### What is being asked
Copy every entry below, exactly and in full.

(Dataset items)

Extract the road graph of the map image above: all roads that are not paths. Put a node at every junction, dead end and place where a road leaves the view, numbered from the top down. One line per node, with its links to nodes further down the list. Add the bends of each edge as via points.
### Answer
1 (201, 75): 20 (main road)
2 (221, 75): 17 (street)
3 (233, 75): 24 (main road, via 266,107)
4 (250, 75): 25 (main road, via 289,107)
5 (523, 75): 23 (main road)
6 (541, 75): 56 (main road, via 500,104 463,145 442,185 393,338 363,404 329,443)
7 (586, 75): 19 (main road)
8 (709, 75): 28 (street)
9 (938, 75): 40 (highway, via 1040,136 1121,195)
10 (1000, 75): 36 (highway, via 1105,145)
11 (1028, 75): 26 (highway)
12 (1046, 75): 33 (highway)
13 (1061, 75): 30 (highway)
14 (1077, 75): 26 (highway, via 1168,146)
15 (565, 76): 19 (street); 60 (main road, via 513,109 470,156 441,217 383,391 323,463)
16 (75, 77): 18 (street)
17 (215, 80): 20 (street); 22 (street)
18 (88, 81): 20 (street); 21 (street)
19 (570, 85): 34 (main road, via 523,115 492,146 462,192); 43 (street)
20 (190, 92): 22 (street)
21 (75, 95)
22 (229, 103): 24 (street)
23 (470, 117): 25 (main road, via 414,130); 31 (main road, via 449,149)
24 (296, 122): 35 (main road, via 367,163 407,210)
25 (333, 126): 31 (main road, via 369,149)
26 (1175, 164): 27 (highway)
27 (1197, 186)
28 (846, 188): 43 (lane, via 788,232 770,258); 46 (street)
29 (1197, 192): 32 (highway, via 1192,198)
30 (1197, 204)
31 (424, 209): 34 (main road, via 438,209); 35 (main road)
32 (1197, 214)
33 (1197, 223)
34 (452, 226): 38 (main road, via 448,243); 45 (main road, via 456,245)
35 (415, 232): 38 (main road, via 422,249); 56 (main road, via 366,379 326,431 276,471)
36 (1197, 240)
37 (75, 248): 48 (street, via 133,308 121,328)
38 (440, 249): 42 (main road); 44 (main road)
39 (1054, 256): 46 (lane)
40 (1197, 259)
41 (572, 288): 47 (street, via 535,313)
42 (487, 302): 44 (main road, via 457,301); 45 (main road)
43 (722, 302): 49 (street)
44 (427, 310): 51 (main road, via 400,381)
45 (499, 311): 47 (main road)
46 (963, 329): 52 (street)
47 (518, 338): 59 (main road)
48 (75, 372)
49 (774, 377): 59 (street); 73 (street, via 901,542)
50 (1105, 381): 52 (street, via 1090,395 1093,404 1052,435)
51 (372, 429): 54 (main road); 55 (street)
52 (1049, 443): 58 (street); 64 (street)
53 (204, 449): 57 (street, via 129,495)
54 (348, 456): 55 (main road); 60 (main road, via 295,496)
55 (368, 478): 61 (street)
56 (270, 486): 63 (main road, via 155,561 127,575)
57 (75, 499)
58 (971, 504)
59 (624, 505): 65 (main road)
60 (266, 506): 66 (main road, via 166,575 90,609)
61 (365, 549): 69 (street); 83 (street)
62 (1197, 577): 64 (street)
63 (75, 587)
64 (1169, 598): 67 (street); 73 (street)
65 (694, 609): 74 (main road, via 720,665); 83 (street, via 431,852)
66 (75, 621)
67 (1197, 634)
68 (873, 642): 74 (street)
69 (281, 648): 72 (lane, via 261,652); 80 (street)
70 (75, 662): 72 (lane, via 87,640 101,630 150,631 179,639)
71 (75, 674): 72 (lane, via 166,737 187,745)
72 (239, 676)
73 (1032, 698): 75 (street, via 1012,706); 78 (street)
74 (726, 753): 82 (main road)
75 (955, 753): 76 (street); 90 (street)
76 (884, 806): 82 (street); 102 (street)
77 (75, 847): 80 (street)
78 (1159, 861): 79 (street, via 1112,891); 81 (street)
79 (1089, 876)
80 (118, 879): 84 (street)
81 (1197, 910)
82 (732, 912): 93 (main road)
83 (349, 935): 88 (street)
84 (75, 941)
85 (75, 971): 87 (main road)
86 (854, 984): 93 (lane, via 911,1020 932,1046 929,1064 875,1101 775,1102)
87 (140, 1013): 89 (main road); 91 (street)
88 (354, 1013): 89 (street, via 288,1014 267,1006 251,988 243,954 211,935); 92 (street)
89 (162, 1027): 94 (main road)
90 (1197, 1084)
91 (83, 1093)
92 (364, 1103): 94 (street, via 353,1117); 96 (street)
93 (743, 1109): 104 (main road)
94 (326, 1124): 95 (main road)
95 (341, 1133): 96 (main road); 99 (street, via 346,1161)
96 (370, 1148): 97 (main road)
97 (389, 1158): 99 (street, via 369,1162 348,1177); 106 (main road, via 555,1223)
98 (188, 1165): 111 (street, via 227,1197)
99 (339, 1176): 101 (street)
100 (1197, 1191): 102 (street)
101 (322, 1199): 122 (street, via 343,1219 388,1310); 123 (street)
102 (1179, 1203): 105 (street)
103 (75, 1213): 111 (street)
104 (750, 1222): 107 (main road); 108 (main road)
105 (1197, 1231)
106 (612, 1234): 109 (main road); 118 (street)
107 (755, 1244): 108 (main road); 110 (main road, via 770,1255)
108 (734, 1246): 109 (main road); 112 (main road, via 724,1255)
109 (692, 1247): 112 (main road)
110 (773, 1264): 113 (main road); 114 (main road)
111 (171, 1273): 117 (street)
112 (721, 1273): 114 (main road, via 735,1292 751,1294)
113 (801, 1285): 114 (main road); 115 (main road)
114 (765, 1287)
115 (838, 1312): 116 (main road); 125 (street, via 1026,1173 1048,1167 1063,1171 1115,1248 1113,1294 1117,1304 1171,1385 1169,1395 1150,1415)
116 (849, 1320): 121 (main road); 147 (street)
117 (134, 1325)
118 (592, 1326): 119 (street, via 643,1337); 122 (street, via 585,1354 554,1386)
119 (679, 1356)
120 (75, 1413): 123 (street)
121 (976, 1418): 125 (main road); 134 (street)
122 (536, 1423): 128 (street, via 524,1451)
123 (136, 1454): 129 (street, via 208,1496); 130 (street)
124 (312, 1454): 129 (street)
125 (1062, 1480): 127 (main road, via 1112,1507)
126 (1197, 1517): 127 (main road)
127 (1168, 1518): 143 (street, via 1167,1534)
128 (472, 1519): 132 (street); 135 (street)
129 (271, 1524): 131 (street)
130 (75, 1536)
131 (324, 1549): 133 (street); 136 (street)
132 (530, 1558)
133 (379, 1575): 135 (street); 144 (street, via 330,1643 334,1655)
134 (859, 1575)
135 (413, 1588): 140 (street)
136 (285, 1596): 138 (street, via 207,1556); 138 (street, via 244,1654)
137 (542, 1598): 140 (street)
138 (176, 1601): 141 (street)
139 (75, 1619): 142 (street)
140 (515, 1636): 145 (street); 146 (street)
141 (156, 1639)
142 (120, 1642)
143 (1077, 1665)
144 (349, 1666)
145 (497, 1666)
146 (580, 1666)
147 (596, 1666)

### Task response
Extract the road graph of the map image above: all roads that are not paths. Put a node at every junction, dead end and place where a road leaves the view, numbered from the top down. One line per node, with its links to nodes further down the list. Add the bends of each edge as via points.
### Answer
1 (201, 75): 20 (main road)
2 (221, 75): 17 (street)
3 (233, 75): 24 (main road, via 266,107)
4 (250, 75): 25 (main road, via 289,107)
5 (523, 75): 23 (main road)
6 (541, 75): 56 (main road, via 500,104 463,145 442,185 393,338 363,404 329,443)
7 (586, 75): 19 (main road)
8 (709, 75): 28 (street)
9 (938, 75): 40 (highway, via 1040,136 1121,195)
10 (1000, 75): 36 (highway, via 1105,145)
11 (1028, 75): 26 (highway)
12 (1046, 75): 33 (highway)
13 (1061, 75): 30 (highway)
14 (1077, 75): 26 (highway, via 1168,146)
15 (565, 76): 19 (street); 60 (main road, via 513,109 470,156 441,217 383,391 323,463)
16 (75, 77): 18 (street)
17 (215, 80): 20 (street); 22 (street)
18 (88, 81): 20 (street); 21 (street)
19 (570, 85): 34 (main road, via 523,115 492,146 462,192); 43 (street)
20 (190, 92): 22 (street)
21 (75, 95)
22 (229, 103): 24 (street)
23 (470, 117): 25 (main road, via 414,130); 31 (main road, via 449,149)
24 (296, 122): 35 (main road, via 367,163 407,210)
25 (333, 126): 31 (main road, via 369,149)
26 (1175, 164): 27 (highway)
27 (1197, 186)
28 (846, 188): 43 (lane, via 788,232 770,258); 46 (street)
29 (1197, 192): 32 (highway, via 1192,198)
30 (1197, 204)
31 (424, 209): 34 (main road, via 438,209); 35 (main road)
32 (1197, 214)
33 (1197, 223)
34 (452, 226): 38 (main road, via 448,243); 45 (main road, via 456,245)
35 (415, 232): 38 (main road, via 422,249); 56 (main road, via 366,379 326,431 276,471)
36 (1197, 240)
37 (75, 248): 48 (street, via 133,308 121,328)
38 (440, 249): 42 (main road); 44 (main road)
39 (1054, 256): 46 (lane)
40 (1197, 259)
41 (572, 288): 47 (street, via 535,313)
42 (487, 302): 44 (main road, via 457,301); 45 (main road)
43 (722, 302): 49 (street)
44 (427, 310): 51 (main road, via 400,381)
45 (499, 311): 47 (main road)
46 (963, 329): 52 (street)
47 (518, 338): 59 (main road)
48 (75, 372)
49 (774, 377): 59 (street); 73 (street, via 901,542)
50 (1105, 381): 52 (street, via 1090,395 1093,404 1052,435)
51 (372, 429): 54 (main road); 55 (street)
52 (1049, 443): 58 (street); 64 (street)
53 (204, 449): 57 (street, via 129,495)
54 (348, 456): 55 (main road); 60 (main road, via 295,496)
55 (368, 478): 61 (street)
56 (270, 486): 63 (main road, via 155,561 127,575)
57 (75, 499)
58 (971, 504)
59 (624, 505): 65 (main road)
60 (266, 506): 66 (main road, via 166,575 90,609)
61 (365, 549): 69 (street); 83 (street)
62 (1197, 577): 64 (street)
63 (75, 587)
64 (1169, 598): 67 (street); 73 (street)
65 (694, 609): 74 (main road, via 720,665); 83 (street, via 431,852)
66 (75, 621)
67 (1197, 634)
68 (873, 642): 74 (street)
69 (281, 648): 72 (lane, via 261,652); 80 (street)
70 (75, 662): 72 (lane, via 87,640 101,630 150,631 179,639)
71 (75, 674): 72 (lane, via 166,737 187,745)
72 (239, 676)
73 (1032, 698): 75 (street, via 1012,706); 78 (street)
74 (726, 753): 82 (main road)
75 (955, 753): 76 (street); 90 (street)
76 (884, 806): 82 (street); 102 (street)
77 (75, 847): 80 (street)
78 (1159, 861): 79 (street, via 1112,891); 81 (street)
79 (1089, 876)
80 (118, 879): 84 (street)
81 (1197, 910)
82 (732, 912): 93 (main road)
83 (349, 935): 88 (street)
84 (75, 941)
85 (75, 971): 87 (main road)
86 (854, 984): 93 (lane, via 911,1020 932,1046 929,1064 875,1101 775,1102)
87 (140, 1013): 89 (main road); 91 (street)
88 (354, 1013): 89 (street, via 288,1014 267,1006 251,988 243,954 211,935); 92 (street)
89 (162, 1027): 94 (main road)
90 (1197, 1084)
91 (83, 1093)
92 (364, 1103): 94 (street, via 353,1117); 96 (street)
93 (743, 1109): 104 (main road)
94 (326, 1124): 95 (main road)
95 (341, 1133): 96 (main road); 99 (street, via 346,1161)
96 (370, 1148): 97 (main road)
97 (389, 1158): 99 (street, via 369,1162 348,1177); 106 (main road, via 555,1223)
98 (188, 1165): 111 (street, via 227,1197)
99 (339, 1176): 101 (street)
100 (1197, 1191): 102 (street)
101 (322, 1199): 122 (street, via 343,1219 388,1310); 123 (street)
102 (1179, 1203): 105 (street)
103 (75, 1213): 111 (street)
104 (750, 1222): 107 (main road); 108 (main road)
105 (1197, 1231)
106 (612, 1234): 109 (main road); 118 (street)
107 (755, 1244): 108 (main road); 110 (main road, via 770,1255)
108 (734, 1246): 109 (main road); 112 (main road, via 724,1255)
109 (692, 1247): 112 (main road)
110 (773, 1264): 113 (main road); 114 (main road)
111 (171, 1273): 117 (street)
112 (721, 1273): 114 (main road, via 735,1292 751,1294)
113 (801, 1285): 114 (main road); 115 (main road)
114 (765, 1287)
115 (838, 1312): 116 (main road); 125 (street, via 1026,1173 1048,1167 1063,1171 1115,1248 1113,1294 1117,1304 1171,1385 1169,1395 1150,1415)
116 (849, 1320): 121 (main road); 147 (street)
117 (134, 1325)
118 (592, 1326): 119 (street, via 643,1337); 122 (street, via 585,1354 554,1386)
119 (679, 1356)
120 (75, 1413): 123 (street)
121 (976, 1418): 125 (main road); 134 (street)
122 (536, 1423): 128 (street, via 524,1451)
123 (136, 1454): 129 (street, via 208,1496); 130 (street)
124 (312, 1454): 129 (street)
125 (1062, 1480): 127 (main road, via 1112,1507)
126 (1197, 1517): 127 (main road)
127 (1168, 1518): 143 (street, via 1167,1534)
128 (472, 1519): 132 (street); 135 (street)
129 (271, 1524): 131 (street)
130 (75, 1536)
131 (324, 1549): 133 (street); 136 (street)
132 (530, 1558)
133 (379, 1575): 135 (street); 144 (street, via 330,1643 334,1655)
134 (859, 1575)
135 (413, 1588): 140 (street)
136 (285, 1596): 138 (street, via 207,1556); 138 (street, via 244,1654)
137 (542, 1598): 140 (street)
138 (176, 1601): 141 (street)
139 (75, 1619): 142 (street)
140 (515, 1636): 145 (street); 146 (street)
141 (156, 1639)
142 (120, 1642)
143 (1077, 1665)
144 (349, 1666)
145 (497, 1666)
146 (580, 1666)
147 (596, 1666)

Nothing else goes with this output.